The records that follow are to be given again exactly.
------
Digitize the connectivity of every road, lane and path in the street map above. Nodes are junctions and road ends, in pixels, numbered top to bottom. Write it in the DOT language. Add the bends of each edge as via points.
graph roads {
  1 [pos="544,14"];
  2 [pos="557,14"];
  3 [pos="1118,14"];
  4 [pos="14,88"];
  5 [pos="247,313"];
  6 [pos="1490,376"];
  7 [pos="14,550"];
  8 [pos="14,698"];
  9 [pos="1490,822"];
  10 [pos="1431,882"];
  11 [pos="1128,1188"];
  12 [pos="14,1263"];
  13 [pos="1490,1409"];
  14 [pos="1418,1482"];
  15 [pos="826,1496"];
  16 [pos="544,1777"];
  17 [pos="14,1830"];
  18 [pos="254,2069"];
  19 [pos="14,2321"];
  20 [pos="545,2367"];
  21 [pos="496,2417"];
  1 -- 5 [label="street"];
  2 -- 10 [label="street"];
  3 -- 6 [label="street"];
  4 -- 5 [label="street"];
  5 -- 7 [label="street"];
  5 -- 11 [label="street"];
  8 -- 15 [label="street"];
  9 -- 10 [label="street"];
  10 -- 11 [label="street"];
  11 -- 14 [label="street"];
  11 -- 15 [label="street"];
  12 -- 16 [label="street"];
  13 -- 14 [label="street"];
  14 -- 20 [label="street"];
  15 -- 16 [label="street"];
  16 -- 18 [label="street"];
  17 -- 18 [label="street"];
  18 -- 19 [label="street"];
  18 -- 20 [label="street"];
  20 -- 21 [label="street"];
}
------
| Response |
Digitize the connectivity of every road, lane and path in the street map above. Nodes are junctions and road ends, in pixels, numbered top to bottom. Write it in the DOT language. Add the bends of each edge as via points.
graph roads {
  1 [pos="544,14"];
  2 [pos="557,14"];
  3 [pos="1118,14"];
  4 [pos="14,88"];
  5 [pos="247,313"];
  6 [pos="1490,376"];
  7 [pos="14,550"];
  8 [pos="14,698"];
  9 [pos="1490,822"];
  10 [pos="1431,882"];
  11 [pos="1128,1188"];
  12 [pos="14,1263"];
  13 [pos="1490,1409"];
  14 [pos="1418,1482"];
  15 [pos="826,1496"];
  16 [pos="544,1777"];
  17 [pos="14,1830"];
  18 [pos="254,2069"];
  19 [pos="14,2321"];
  20 [pos="545,2367"];
  21 [pos="496,2417"];
  1 -- 5 [label="street"];
  2 -- 10 [label="street"];
  3 -- 6 [label="street"];
  4 -- 5 [label="street"];
  5 -- 7 [label="street"];
  5 -- 11 [label="street"];
  8 -- 15 [label="street"];
  9 -- 10 [label="street"];
  10 -- 11 [label="street"];
  11 -- 14 [label="street"];
  11 -- 15 [label="street"];
  12 -- 16 [label="street"];
  13 -- 14 [label="street"];
  14 -- 20 [label="street"];
  15 -- 16 [label="street"];
  16 -- 18 [label="street"];
  17 -- 18 [label="street"];
  18 -- 19 [label="street"];
  18 -- 20 [label="street"];
  20 -- 21 [label="street"];
}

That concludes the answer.